Entries supplied:
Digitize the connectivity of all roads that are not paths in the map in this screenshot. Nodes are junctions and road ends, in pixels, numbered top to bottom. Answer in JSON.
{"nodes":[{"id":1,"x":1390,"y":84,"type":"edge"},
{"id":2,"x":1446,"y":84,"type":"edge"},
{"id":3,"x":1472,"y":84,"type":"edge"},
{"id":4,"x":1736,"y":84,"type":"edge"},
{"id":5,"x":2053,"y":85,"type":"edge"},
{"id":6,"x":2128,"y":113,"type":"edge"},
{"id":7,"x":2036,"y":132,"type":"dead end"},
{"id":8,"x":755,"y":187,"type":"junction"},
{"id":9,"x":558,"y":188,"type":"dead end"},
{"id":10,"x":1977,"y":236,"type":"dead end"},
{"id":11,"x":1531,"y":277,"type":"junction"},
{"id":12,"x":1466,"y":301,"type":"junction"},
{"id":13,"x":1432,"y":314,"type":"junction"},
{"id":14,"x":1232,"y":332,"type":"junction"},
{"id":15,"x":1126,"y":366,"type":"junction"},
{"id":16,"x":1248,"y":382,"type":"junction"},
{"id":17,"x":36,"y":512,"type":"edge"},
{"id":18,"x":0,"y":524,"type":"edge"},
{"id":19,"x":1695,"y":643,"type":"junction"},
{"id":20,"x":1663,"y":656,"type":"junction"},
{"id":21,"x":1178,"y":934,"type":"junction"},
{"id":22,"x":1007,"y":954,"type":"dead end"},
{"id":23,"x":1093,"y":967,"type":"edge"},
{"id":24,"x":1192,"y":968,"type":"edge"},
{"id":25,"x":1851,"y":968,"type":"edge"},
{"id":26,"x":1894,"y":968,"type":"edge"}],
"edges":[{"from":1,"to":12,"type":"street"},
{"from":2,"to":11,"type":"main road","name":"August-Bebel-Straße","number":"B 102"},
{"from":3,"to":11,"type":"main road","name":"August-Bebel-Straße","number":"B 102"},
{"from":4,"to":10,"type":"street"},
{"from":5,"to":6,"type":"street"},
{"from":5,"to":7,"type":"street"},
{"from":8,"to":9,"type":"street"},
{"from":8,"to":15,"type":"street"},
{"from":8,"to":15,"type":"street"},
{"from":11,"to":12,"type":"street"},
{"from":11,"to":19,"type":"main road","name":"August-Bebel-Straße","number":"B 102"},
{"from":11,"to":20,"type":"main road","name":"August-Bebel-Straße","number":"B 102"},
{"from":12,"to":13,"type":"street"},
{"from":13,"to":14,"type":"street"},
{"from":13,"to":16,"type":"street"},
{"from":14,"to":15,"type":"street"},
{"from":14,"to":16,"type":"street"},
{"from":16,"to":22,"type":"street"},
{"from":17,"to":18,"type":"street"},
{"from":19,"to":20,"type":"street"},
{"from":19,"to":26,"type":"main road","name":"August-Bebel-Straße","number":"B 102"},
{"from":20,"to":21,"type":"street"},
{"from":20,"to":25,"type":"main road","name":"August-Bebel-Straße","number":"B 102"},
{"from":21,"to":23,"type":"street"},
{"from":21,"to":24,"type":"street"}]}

Task: Each entry above should be output again, precisely as given.

Result for this task:
Digitize the connectivity of all roads that are not paths in the map in this screenshot. Nodes are junctions and road ends, in pixels, numbered top to bottom. Answer in JSON.
{"nodes":[{"id":1,"x":1390,"y":84,"type":"edge"},
{"id":2,"x":1446,"y":84,"type":"edge"},
{"id":3,"x":1472,"y":84,"type":"edge"},
{"id":4,"x":1736,"y":84,"type":"edge"},
{"id":5,"x":2053,"y":85,"type":"edge"},
{"id":6,"x":2128,"y":113,"type":"edge"},
{"id":7,"x":2036,"y":132,"type":"dead end"},
{"id":8,"x":755,"y":187,"type":"junction"},
{"id":9,"x":558,"y":188,"type":"dead end"},
{"id":10,"x":1977,"y":236,"type":"dead end"},
{"id":11,"x":1531,"y":277,"type":"junction"},
{"id":12,"x":1466,"y":301,"type":"junction"},
{"id":13,"x":1432,"y":314,"type":"junction"},
{"id":14,"x":1232,"y":332,"type":"junction"},
{"id":15,"x":1126,"y":366,"type":"junction"},
{"id":16,"x":1248,"y":382,"type":"junction"},
{"id":17,"x":36,"y":512,"type":"edge"},
{"id":18,"x":0,"y":524,"type":"edge"},
{"id":19,"x":1695,"y":643,"type":"junction"},
{"id":20,"x":1663,"y":656,"type":"junction"},
{"id":21,"x":1178,"y":934,"type":"junction"},
{"id":22,"x":1007,"y":954,"type":"dead end"},
{"id":23,"x":1093,"y":967,"type":"edge"},
{"id":24,"x":1192,"y":968,"type":"edge"},
{"id":25,"x":1851,"y":968,"type":"edge"},
{"id":26,"x":1894,"y":968,"type":"edge"}],
"edges":[{"from":1,"to":12,"type":"street"},
{"from":2,"to":11,"type":"main road","name":"August-Bebel-Straße","number":"B 102"},
{"from":3,"to":11,"type":"main road","name":"August-Bebel-Straße","number":"B 102"},
{"from":4,"to":10,"type":"street"},
{"from":5,"to":6,"type":"street"},
{"from":5,"to":7,"type":"street"},
{"from":8,"to":9,"type":"street"},
{"from":8,"to":15,"type":"street"},
{"from":8,"to":15,"type":"street"},
{"from":11,"to":12,"type":"street"},
{"from":11,"to":19,"type":"main road","name":"August-Bebel-Straße","number":"B 102"},
{"from":11,"to":20,"type":"main road","name":"August-Bebel-Straße","number":"B 102"},
{"from":12,"to":13,"type":"street"},
{"from":13,"to":14,"type":"street"},
{"from":13,"to":16,"type":"street"},
{"from":14,"to":15,"type":"street"},
{"from":14,"to":16,"type":"street"},
{"from":16,"to":22,"type":"street"},
{"from":17,"to":18,"type":"street"},
{"from":19,"to":20,"type":"street"},
{"from":19,"to":26,"type":"main road","name":"August-Bebel-Straße","number":"B 102"},
{"from":20,"to":21,"type":"street"},
{"from":20,"to":25,"type":"main road","name":"August-Bebel-Straße","number":"B 102"},
{"from":21,"to":23,"type":"street"},
{"from":21,"to":24,"type":"street"}]}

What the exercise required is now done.